» Data supplied:
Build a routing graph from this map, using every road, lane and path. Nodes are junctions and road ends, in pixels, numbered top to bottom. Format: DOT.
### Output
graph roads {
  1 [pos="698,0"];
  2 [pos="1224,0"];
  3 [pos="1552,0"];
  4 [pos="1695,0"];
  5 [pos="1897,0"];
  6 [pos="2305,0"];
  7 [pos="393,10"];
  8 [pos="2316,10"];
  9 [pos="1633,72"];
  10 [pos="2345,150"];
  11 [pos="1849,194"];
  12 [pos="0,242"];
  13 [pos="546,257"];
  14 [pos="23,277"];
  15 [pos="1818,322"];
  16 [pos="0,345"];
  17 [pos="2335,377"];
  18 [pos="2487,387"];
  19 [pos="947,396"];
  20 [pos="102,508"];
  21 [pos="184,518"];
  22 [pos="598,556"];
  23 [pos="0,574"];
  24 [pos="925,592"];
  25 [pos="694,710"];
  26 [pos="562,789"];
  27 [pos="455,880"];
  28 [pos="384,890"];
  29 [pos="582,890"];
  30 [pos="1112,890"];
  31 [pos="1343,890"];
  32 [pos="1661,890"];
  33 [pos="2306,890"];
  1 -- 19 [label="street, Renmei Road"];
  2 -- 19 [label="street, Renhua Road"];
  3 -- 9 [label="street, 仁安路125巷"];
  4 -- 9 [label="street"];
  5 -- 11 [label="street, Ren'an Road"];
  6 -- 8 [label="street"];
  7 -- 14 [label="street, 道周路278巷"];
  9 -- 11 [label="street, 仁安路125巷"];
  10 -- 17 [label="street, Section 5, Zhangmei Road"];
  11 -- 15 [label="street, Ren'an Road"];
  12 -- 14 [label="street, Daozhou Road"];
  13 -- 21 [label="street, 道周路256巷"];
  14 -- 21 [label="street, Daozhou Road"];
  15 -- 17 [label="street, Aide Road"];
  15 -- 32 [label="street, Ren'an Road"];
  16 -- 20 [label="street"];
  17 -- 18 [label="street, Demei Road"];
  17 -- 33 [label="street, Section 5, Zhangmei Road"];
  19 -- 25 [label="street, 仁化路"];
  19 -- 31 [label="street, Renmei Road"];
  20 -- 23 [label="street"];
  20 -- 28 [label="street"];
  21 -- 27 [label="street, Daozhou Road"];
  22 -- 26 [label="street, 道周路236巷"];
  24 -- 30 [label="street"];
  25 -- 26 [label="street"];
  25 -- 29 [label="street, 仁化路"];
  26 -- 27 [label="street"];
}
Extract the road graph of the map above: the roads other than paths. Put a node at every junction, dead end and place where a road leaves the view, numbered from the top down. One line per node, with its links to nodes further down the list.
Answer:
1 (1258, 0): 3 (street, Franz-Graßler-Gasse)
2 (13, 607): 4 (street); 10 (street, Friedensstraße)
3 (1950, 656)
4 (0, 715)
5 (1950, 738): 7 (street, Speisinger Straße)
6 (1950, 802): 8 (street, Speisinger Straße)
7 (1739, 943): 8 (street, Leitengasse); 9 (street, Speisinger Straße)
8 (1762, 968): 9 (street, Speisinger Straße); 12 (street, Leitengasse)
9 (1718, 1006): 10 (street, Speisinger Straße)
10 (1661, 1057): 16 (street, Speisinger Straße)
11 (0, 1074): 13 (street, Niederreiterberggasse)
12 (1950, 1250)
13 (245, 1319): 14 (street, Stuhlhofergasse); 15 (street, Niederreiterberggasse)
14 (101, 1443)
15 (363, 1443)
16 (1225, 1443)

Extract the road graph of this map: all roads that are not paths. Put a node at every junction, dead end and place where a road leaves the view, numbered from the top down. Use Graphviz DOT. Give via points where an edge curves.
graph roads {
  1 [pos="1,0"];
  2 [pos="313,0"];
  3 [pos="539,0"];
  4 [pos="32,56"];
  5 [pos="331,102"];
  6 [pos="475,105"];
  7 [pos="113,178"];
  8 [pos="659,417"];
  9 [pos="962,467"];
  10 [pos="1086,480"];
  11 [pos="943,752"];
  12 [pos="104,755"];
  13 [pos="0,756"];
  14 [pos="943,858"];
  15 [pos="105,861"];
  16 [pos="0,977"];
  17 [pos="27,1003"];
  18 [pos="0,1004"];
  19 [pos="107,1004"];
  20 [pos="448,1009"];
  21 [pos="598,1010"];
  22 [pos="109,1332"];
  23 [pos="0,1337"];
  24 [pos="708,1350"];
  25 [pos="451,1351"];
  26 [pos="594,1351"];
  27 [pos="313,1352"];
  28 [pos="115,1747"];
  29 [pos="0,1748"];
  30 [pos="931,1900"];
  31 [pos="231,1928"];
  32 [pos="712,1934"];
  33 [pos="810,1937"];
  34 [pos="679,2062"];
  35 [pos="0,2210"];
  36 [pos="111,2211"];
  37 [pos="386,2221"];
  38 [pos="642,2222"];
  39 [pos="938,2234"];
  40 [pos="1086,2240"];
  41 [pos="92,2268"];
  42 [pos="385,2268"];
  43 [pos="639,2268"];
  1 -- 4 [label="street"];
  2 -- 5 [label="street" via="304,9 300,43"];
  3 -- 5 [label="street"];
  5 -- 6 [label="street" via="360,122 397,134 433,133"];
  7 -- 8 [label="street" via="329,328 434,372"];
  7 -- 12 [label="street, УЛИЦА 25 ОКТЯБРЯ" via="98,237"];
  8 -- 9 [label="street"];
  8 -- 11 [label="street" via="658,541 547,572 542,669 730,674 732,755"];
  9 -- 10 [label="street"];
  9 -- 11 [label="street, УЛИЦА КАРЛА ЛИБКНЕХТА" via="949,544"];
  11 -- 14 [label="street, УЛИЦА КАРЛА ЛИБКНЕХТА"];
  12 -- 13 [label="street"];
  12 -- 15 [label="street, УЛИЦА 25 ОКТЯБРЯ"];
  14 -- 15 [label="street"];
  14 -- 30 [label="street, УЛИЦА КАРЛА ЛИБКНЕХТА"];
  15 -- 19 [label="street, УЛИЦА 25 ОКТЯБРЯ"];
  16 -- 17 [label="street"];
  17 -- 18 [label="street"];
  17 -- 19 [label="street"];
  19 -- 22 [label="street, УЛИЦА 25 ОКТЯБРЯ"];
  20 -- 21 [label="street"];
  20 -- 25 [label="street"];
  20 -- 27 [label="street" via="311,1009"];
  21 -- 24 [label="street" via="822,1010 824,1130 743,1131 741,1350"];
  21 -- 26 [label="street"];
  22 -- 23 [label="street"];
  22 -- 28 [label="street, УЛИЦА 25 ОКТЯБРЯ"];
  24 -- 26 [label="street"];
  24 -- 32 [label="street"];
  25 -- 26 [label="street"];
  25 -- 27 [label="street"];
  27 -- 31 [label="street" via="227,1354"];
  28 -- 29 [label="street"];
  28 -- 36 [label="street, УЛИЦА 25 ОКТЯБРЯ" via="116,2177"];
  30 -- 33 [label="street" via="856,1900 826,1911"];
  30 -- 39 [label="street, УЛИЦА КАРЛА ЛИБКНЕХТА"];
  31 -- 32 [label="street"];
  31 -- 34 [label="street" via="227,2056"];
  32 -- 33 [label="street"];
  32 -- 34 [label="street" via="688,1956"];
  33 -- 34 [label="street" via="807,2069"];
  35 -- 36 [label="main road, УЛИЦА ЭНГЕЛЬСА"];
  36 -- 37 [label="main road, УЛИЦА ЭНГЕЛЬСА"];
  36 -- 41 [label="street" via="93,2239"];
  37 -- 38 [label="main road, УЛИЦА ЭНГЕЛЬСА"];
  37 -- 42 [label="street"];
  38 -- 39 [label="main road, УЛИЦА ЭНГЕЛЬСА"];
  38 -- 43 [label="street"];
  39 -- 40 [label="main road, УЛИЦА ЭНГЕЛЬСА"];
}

» Brief:
Nothing may be left out: return each entry exactly as it reads.

» Answer to the exercise:
Build a routing graph from this map, using every road, lane and path. Nodes are junctions and road ends, in pixels, numbered top to bottom. Format: DOT.
### Output
graph roads {
  1 [pos="698,0"];
  2 [pos="1224,0"];
  3 [pos="1552,0"];
  4 [pos="1695,0"];
  5 [pos="1897,0"];
  6 [pos="2305,0"];
  7 [pos="393,10"];
  8 [pos="2316,10"];
  9 [pos="1633,72"];
  10 [pos="2345,150"];
  11 [pos="1849,194"];
  12 [pos="0,242"];
  13 [pos="546,257"];
  14 [pos="23,277"];
  15 [pos="1818,322"];
  16 [pos="0,345"];
  17 [pos="2335,377"];
  18 [pos="2487,387"];
  19 [pos="947,396"];
  20 [pos="102,508"];
  21 [pos="184,518"];
  22 [pos="598,556"];
  23 [pos="0,574"];
  24 [pos="925,592"];
  25 [pos="694,710"];
  26 [pos="562,789"];
  27 [pos="455,880"];
  28 [pos="384,890"];
  29 [pos="582,890"];
  30 [pos="1112,890"];
  31 [pos="1343,890"];
  32 [pos="1661,890"];
  33 [pos="2306,890"];
  1 -- 19 [label="street, Renmei Road"];
  2 -- 19 [label="street, Renhua Road"];
  3 -- 9 [label="street, 仁安路125巷"];
  4 -- 9 [label="street"];
  5 -- 11 [label="street, Ren'an Road"];
  6 -- 8 [label="street"];
  7 -- 14 [label="street, 道周路278巷"];
  9 -- 11 [label="street, 仁安路125巷"];
  10 -- 17 [label="street, Section 5, Zhangmei Road"];
  11 -- 15 [label="street, Ren'an Road"];
  12 -- 14 [label="street, Daozhou Road"];
  13 -- 21 [label="street, 道周路256巷"];
  14 -- 21 [label="street, Daozhou Road"];
  15 -- 17 [label="street, Aide Road"];
  15 -- 32 [label="street, Ren'an Road"];
  16 -- 20 [label="street"];
  17 -- 18 [label="street, Demei Road"];
  17 -- 33 [label="street, Section 5, Zhangmei Road"];
  19 -- 25 [label="street, 仁化路"];
  19 -- 31 [label="street, Renmei Road"];
  20 -- 23 [label="street"];
  20 -- 28 [label="street"];
  21 -- 27 [label="street, Daozhou Road"];
  22 -- 26 [label="street, 道周路236巷"];
  24 -- 30 [label="street"];
  25 -- 26 [label="street"];
  25 -- 29 [label="street, 仁化路"];
  26 -- 27 [label="street"];
}
Extract the road graph of the map above: the roads other than paths. Put a node at every junction, dead end and place where a road leaves the view, numbered from the top down. One line per node, with its links to nodes further down the list.
Answer:
1 (1258, 0): 3 (street, Franz-Graßler-Gasse)
2 (13, 607): 4 (street); 10 (street, Friedensstraße)
3 (1950, 656)
4 (0, 715)
5 (1950, 738): 7 (street, Speisinger Straße)
6 (1950, 802): 8 (street, Speisinger Straße)
7 (1739, 943): 8 (street, Leitengasse); 9 (street, Speisinger Straße)
8 (1762, 968): 9 (street, Speisinger Straße); 12 (street, Leitengasse)
9 (1718, 1006): 10 (street, Speisinger Straße)
10 (1661, 1057): 16 (street, Speisinger Straße)
11 (0, 1074): 13 (street, Niederreiterberggasse)
12 (1950, 1250)
13 (245, 1319): 14 (street, Stuhlhofergasse); 15 (street, Niederreiterberggasse)
14 (101, 1443)
15 (363, 1443)
16 (1225, 1443)

Extract the road graph of this map: all roads that are not paths. Put a node at every junction, dead end and place where a road leaves the view, numbered from the top down. Use Graphviz DOT. Give via points where an edge curves.
graph roads {
  1 [pos="1,0"];
  2 [pos="313,0"];
  3 [pos="539,0"];
  4 [pos="32,56"];
  5 [pos="331,102"];
  6 [pos="475,105"];
  7 [pos="113,178"];
  8 [pos="659,417"];
  9 [pos="962,467"];
  10 [pos="1086,480"];
  11 [pos="943,752"];
  12 [pos="104,755"];
  13 [pos="0,756"];
  14 [pos="943,858"];
  15 [pos="105,861"];
  16 [pos="0,977"];
  17 [pos="27,1003"];
  18 [pos="0,1004"];
  19 [pos="107,1004"];
  20 [pos="448,1009"];
  21 [pos="598,1010"];
  22 [pos="109,1332"];
  23 [pos="0,1337"];
  24 [pos="708,1350"];
  25 [pos="451,1351"];
  26 [pos="594,1351"];
  27 [pos="313,1352"];
  28 [pos="115,1747"];
  29 [pos="0,1748"];
  30 [pos="931,1900"];
  31 [pos="231,1928"];
  32 [pos="712,1934"];
  33 [pos="810,1937"];
  34 [pos="679,2062"];
  35 [pos="0,2210"];
  36 [pos="111,2211"];
  37 [pos="386,2221"];
  38 [pos="642,2222"];
  39 [pos="938,2234"];
  40 [pos="1086,2240"];
  41 [pos="92,2268"];
  42 [pos="385,2268"];
  43 [pos="639,2268"];
  1 -- 4 [label="street"];
  2 -- 5 [label="street" via="304,9 300,43"];
  3 -- 5 [label="street"];
  5 -- 6 [label="street" via="360,122 397,134 433,133"];
  7 -- 8 [label="street" via="329,328 434,372"];
  7 -- 12 [label="street, УЛИЦА 25 ОКТЯБРЯ" via="98,237"];
  8 -- 9 [label="street"];
  8 -- 11 [label="street" via="658,541 547,572 542,669 730,674 732,755"];
  9 -- 10 [label="street"];
  9 -- 11 [label="street, УЛИЦА КАРЛА ЛИБКНЕХТА" via="949,544"];
  11 -- 14 [label="street, УЛИЦА КАРЛА ЛИБКНЕХТА"];
  12 -- 13 [label="street"];
  12 -- 15 [label="street, УЛИЦА 25 ОКТЯБРЯ"];
  14 -- 15 [label="street"];
  14 -- 30 [label="street, УЛИЦА КАРЛА ЛИБКНЕХТА"];
  15 -- 19 [label="street, УЛИЦА 25 ОКТЯБРЯ"];
  16 -- 17 [label="street"];
  17 -- 18 [label="street"];
  17 -- 19 [label="street"];
  19 -- 22 [label="street, УЛИЦА 25 ОКТЯБРЯ"];
  20 -- 21 [label="street"];
  20 -- 25 [label="street"];
  20 -- 27 [label="street" via="311,1009"];
  21 -- 24 [label="street" via="822,1010 824,1130 743,1131 741,1350"];
  21 -- 26 [label="street"];
  22 -- 23 [label="street"];
  22 -- 28 [label="street, УЛИЦА 25 ОКТЯБРЯ"];
  24 -- 26 [label="street"];
  24 -- 32 [label="street"];
  25 -- 26 [label="street"];
  25 -- 27 [label="street"];
  27 -- 31 [label="street" via="227,1354"];
  28 -- 29 [label="street"];
  28 -- 36 [label="street, УЛИЦА 25 ОКТЯБРЯ" via="116,2177"];
  30 -- 33 [label="street" via="856,1900 826,1911"];
  30 -- 39 [label="street, УЛИЦА КАРЛА ЛИБКНЕХТА"];
  31 -- 32 [label="street"];
  31 -- 34 [label="street" via="227,2056"];
  32 -- 33 [label="street"];
  32 -- 34 [label="street" via="688,1956"];
  33 -- 34 [label="street" via="807,2069"];
  35 -- 36 [label="main road, УЛИЦА ЭНГЕЛЬСА"];
  36 -- 37 [label="main road, УЛИЦА ЭНГЕЛЬСА"];
  36 -- 41 [label="street" via="93,2239"];
  37 -- 38 [label="main road, УЛИЦА ЭНГЕЛЬСА"];
  37 -- 42 [label="street"];
  38 -- 39 [label="main road, УЛИЦА ЭНГЕЛЬСА"];
  38 -- 43 [label="street"];
  39 -- 40 [label="main road, УЛИЦА ЭНГЕЛЬСА"];
}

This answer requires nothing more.